One thing that I already love about Git is that it does not depend on putting a dot-directory in every directory in a working copy (recall that every Git working copy is also a repository). There's one .git directory at the root of the repository and absolutely nothing else. Anyone who has had to check RTFd files into Subversion and then edit those files with TextEdit will be cheering right about now. For those who haven't, understand that RTFd files are actually bundles, and bundles are directories. Thus, Subversion adds a .svn directory inside your RTFd file. When TextEdit saves this file, the .svn directory is lost and the file appears disconnected from its history.

For this fact alone, I'm looking at the implications of switching to Git.

What's Missing

Currently, the only thing that appears to me to be obviously missing from Subversion is the concept of svn:externals. I use externals a fair bit in my SVN projects, and I'm not yet certain how one could replicate them in Git.

You can add so-called "remote tracking branches" in Git, in which your repository tracks a branch in the repository you originally created yours from or, indeed, arbitrary branches from arbitrary repositories. This lets you switch your working copy to another branch from somewhere else, but it doesn't let you attach an arbitrary tree to an arbitrary point in your tree.

I suspect the approach might be to import source from some remote repository, create a tracking branch and then merge between the tracking branch and some subdirectory of your working copy. I have not yet seen any documentation on how to do this, nor on how to do it if the other repository is not using Git but, say, Subversion.

Conclusions

Git's rethink of the entire content management problem enables some powerful new capabilities. I write this whilst on holiday with very sporadic net access. I've been coding away in my Subversion-managed projects, but unable to commit in sensible chunks without internet access. With Git, there would be no problem whatsoever.

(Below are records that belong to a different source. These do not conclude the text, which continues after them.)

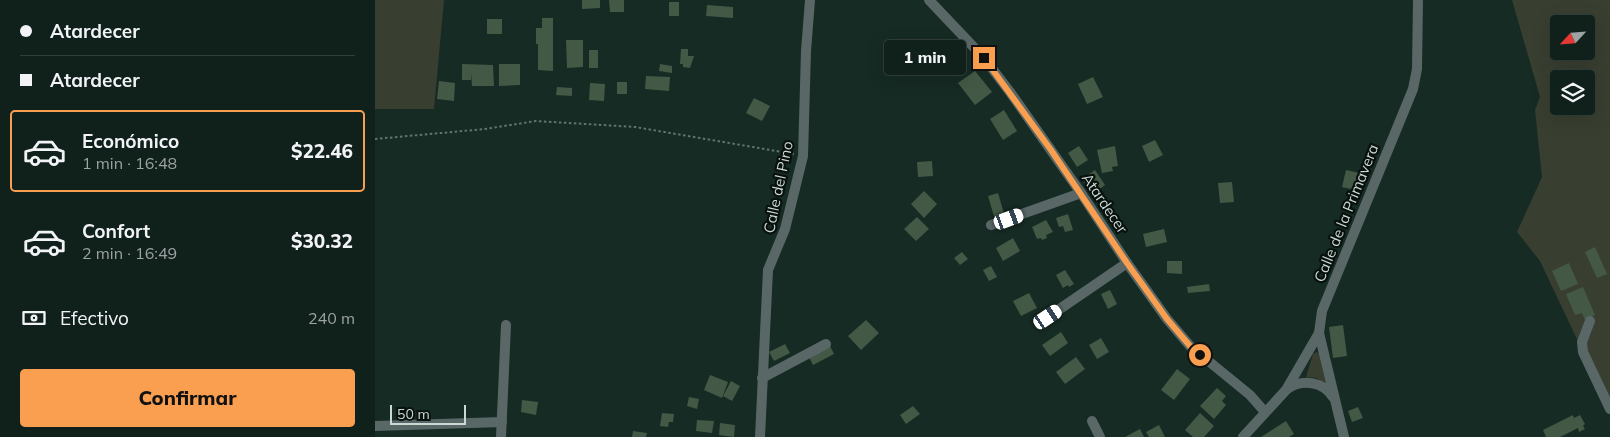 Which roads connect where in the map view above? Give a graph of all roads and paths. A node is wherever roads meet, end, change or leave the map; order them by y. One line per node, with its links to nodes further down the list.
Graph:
1 (810, 0): 5 (street, Calle del Pino)
2 (929, 0): 6 (street, Atardecer)
3 (1418, 0): 12 (street, Calle de la Primavera)
4 (375, 139): 5 (path)
5 (803, 156): 14 (street, Calle del Pino)
6 (1081, 193): 7 (street); 8 (street, Atardecer)
7 (991, 225)
8 (1127, 263): 9 (street); 18 (street, Atardecer)
9 (1048, 317)
10 (1590, 322): 17 (street)
11 (506, 326): 20 (street)
12 (1319, 333): 15 (street); 16 (street, Calle de la Primavera)
13 (826, 344): 14 (street)
14 (762, 378): 23 (street, Calle del Pino)
15 (1286, 390): 16 (street); 18 (street)
16 (1336, 406): 26 (street, Calle de la Primavera)
17 (1610, 409)
18 (1265, 412): 25 (street)
19 (1092, 421): 24 (street)
20 (502, 422): 21 (street); 22 (street)
21 (375, 426)
22 (501, 437)
23 (760, 437)
24 (1100, 437)
25 (1243, 437)
26 (1344, 437)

Because few operations depend on the network, Git's performance is excellent for most common operations and cases.

Git is confusing and alien to someone raised on CVS and Subversion, that much is certain. I feel like I understand the component parts of Git, but that I'm not necessarily entirely understanding their implications and interactions just yet. It also feels like Git gives you slightly more rope with which to hang yourself, but I do recall feeling that way about Subversion when I started using it. With SVN, I've come to trust that my usual workflow and conventions don't produce broken results and, when I'm doing something new there are good docs to back me up. I suspect I could reach the same position with Git quite easily.

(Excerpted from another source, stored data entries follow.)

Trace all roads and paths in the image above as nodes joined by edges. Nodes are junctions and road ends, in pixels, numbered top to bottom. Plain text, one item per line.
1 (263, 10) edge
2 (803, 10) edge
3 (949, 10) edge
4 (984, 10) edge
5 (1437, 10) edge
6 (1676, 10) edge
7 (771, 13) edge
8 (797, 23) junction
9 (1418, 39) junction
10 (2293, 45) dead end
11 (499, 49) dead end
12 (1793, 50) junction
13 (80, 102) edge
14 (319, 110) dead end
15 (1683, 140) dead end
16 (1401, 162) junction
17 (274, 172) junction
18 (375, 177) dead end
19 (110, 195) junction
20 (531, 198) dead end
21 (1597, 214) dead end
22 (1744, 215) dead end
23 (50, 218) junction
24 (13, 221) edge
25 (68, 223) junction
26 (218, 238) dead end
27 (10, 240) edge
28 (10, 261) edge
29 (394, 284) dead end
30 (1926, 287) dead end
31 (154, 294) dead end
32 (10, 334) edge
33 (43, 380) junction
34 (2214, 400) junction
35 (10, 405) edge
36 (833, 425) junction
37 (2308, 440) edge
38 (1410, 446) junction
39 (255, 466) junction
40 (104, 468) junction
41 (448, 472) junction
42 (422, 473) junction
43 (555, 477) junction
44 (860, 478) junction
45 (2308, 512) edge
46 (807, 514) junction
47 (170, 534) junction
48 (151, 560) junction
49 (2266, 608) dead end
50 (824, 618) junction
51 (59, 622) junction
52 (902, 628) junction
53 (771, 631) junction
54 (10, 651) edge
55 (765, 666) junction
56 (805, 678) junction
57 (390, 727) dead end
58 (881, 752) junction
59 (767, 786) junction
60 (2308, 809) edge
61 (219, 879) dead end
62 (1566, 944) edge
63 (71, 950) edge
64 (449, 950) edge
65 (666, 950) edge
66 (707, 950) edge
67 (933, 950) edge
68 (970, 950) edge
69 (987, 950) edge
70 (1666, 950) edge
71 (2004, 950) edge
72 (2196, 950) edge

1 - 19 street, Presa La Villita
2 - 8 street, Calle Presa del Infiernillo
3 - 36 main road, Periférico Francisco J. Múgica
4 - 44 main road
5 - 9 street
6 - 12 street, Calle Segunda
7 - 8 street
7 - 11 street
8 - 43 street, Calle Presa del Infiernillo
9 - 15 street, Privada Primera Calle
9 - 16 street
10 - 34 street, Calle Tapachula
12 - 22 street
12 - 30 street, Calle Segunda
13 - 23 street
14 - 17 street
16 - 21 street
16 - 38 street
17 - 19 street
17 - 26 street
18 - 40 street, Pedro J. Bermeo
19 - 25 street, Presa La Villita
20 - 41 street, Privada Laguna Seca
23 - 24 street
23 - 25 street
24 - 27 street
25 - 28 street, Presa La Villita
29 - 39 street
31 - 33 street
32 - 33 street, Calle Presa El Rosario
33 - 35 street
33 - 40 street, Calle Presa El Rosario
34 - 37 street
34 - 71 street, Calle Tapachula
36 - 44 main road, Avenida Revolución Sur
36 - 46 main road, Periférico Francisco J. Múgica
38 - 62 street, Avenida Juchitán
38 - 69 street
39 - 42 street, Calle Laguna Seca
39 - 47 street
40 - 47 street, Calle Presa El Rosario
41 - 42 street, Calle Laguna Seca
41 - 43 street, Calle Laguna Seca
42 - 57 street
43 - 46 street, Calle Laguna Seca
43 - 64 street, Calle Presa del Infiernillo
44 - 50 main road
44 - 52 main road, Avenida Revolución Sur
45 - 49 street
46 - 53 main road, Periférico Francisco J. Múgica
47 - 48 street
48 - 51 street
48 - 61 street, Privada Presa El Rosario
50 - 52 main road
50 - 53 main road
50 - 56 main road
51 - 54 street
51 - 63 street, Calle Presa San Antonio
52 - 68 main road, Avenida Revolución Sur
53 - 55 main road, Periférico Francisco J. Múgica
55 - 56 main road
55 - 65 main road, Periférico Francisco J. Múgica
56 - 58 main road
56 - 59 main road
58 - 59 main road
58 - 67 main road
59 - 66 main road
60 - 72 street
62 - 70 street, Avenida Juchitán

Finally, I continue to ask myself whether using Git would really confer serious advantages to a (usually) solo Cocoa developer. The answer is that I'm currently not sure, for the following reasons:


  • I rarely have several branches in active development at any one time. Even if I have multiple SVN branches, I'm usually only working on one at a time.
  • Git offers nothing new to the problem of merging NIBs.
  • Git's optimistic approach to the probability of conflicts during an automatic merge is somewhat less likely for Cocoa projects than for, say, the Linux kernel.
  • I don't often collaborate with large numbers of people on projects.
  • Git's pretty confusing, even after reading the docs twice.
  • Everyone else uses Subversion (see the point about svn:externals).


Where does Git provide compelling improvements?

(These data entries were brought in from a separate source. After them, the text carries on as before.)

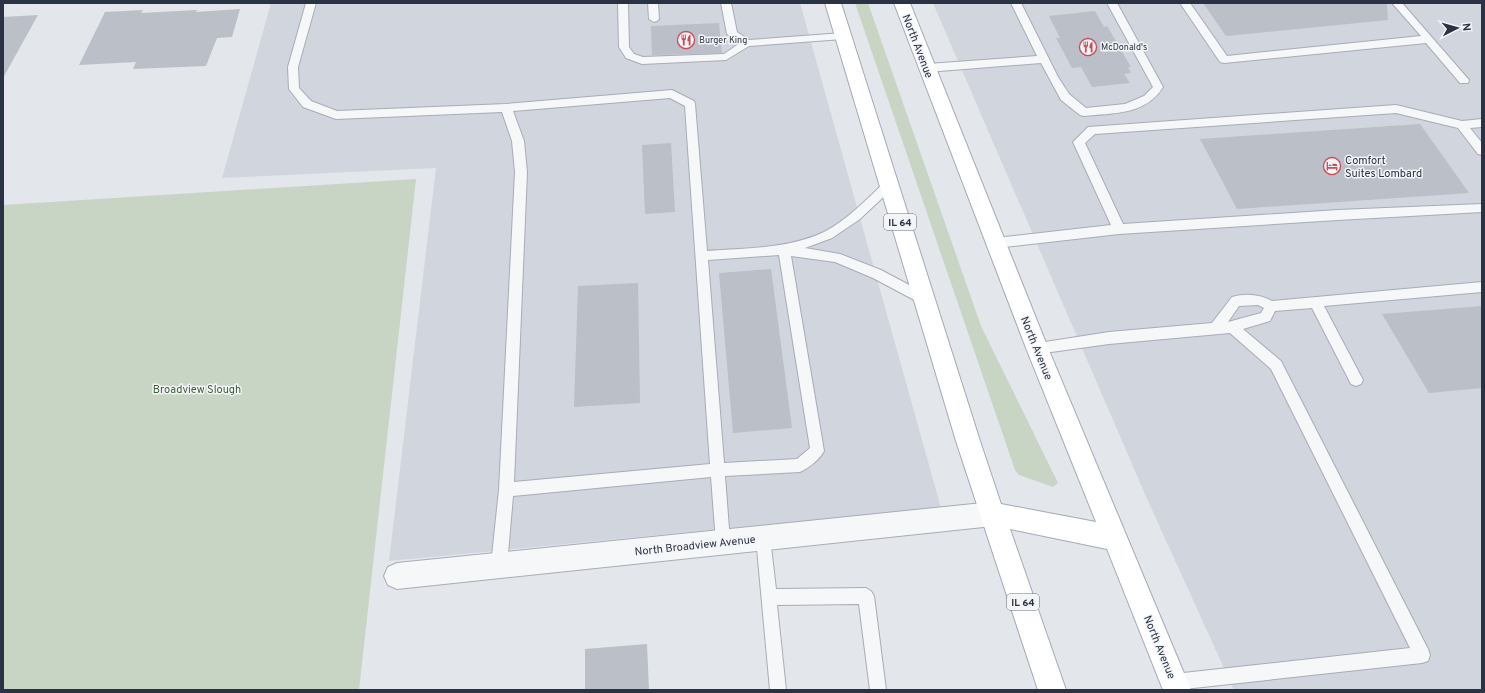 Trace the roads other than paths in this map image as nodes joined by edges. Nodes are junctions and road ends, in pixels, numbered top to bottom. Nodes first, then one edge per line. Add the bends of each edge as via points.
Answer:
1 (311, 3) edge
2 (623, 3) edge
3 (653, 3) edge
4 (726, 3) edge
5 (833, 3) edge
6 (902, 3) edge
7 (1016, 3) edge
8 (1112, 3) edge
9 (1185, 3) edge
10 (1397, 3) edge
11 (654, 19) dead end
12 (843, 36) junction
13 (1428, 39) junction
14 (747, 43) junction
15 (1043, 59) junction
16 (927, 68) junction
17 (1464, 80) dead end
18 (506, 108) junction
19 (1084, 112) junction
20 (1482, 123) edge
21 (1462, 125) junction
22 (1092, 130) junction
23 (1482, 151) edge
24 (889, 185) junction
25 (1482, 208) edge
26 (1119, 230) junction
27 (995, 243) junction
28 (784, 250) junction
29 (702, 256) junction
30 (1482, 287) edge
31 (924, 299) junction
32 (1315, 302) junction
33 (1271, 306) junction
34 (1232, 327) junction
35 (1215, 329) junction
36 (1037, 348) junction
37 (1356, 380) dead end
38 (717, 470) junction
39 (506, 490) junction
40 (993, 514) junction
41 (763, 538) junction
42 (1114, 538) junction
43 (723, 542) junction
44 (499, 565) junction
45 (397, 576) dead end
46 (769, 597) junction
47 (1176, 686) edge
48 (778, 690) edge
49 (878, 690) edge
50 (1052, 690) edge

1 - 18 lane via 293,67 294,89 307,104 336,115
2 - 14 lane via 624,46 630,56 642,61 726,57
3 - 11 lane
4 - 14 lane via 732,34
5 - 12 main road, IL 64
6 - 16 main road, North Avenue
7 - 15 lane
8 - 19 lane via 1158,87 1148,99 1127,108
9 - 13 lane via 1224,60
10 - 13 lane
12 - 14 lane
12 - 24 main road, IL 64
13 - 17 lane
15 - 16 lane
15 - 19 lane via 1065,97
16 - 27 main road, North Avenue
18 - 29 lane via 672,94 690,104
18 - 39 lane via 518,141 521,172
19 - 22 lane
20 - 21 lane
21 - 22 lane via 1396,109
21 - 23 lane
22 - 26 lane via 1079,142
24 - 28 lane via 856,216 828,235
24 - 31 main road, IL 64
25 - 26 lane
26 - 27 lane
27 - 36 main road, North Avenue
28 - 29 lane
28 - 31 lane via 836,257
28 - 38 lane via 817,451 800,465
29 - 38 lane
30 - 32 lane
31 - 40 main road, IL 64
32 - 33 lane
32 - 37 lane
33 - 34 lane via 1266,317
33 - 35 lane via 1260,300 1236,301
34 - 35 lane
34 - 47 lane via 1276,365 1422,655
35 - 36 lane via 1109,338
36 - 42 main road, North Avenue
38 - 39 lane
38 - 43 lane
39 - 44 lane
40 - 41 street, North Broadview Avenue
40 - 42 main road
40 - 50 main road, IL 64
41 - 43 street, North Broadview Avenue
41 - 46 lane
42 - 47 main road, North Avenue
43 - 44 street, North Broadview Avenue
44 - 45 street, North Broadview Avenue
46 - 48 lane
46 - 49 lane via 866,596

  • Much cleaner handling of bundle files.
  • The ability to revert a commit is something I've, er, occasionally had reason to wish existed in SVN :-)
  • Working disconnected on a laptop no longer requires either (a) a gigantic checkin once you get home or (b) picking apart your changes to commit separate features.
  • Performance is a feature.
  • The ability to explicitly define the contents of a commit in a structure other than the current state of the working copy is pretty nice.


There will certainly be more on this as time goes on. I've been hearing too much buzz about Git from people whom I respect to ignore it. I don't hear anything about arch, monotone, BitKeeper, codeville, SVK or darcs from anywhere except the nerdiest of SCM nerds.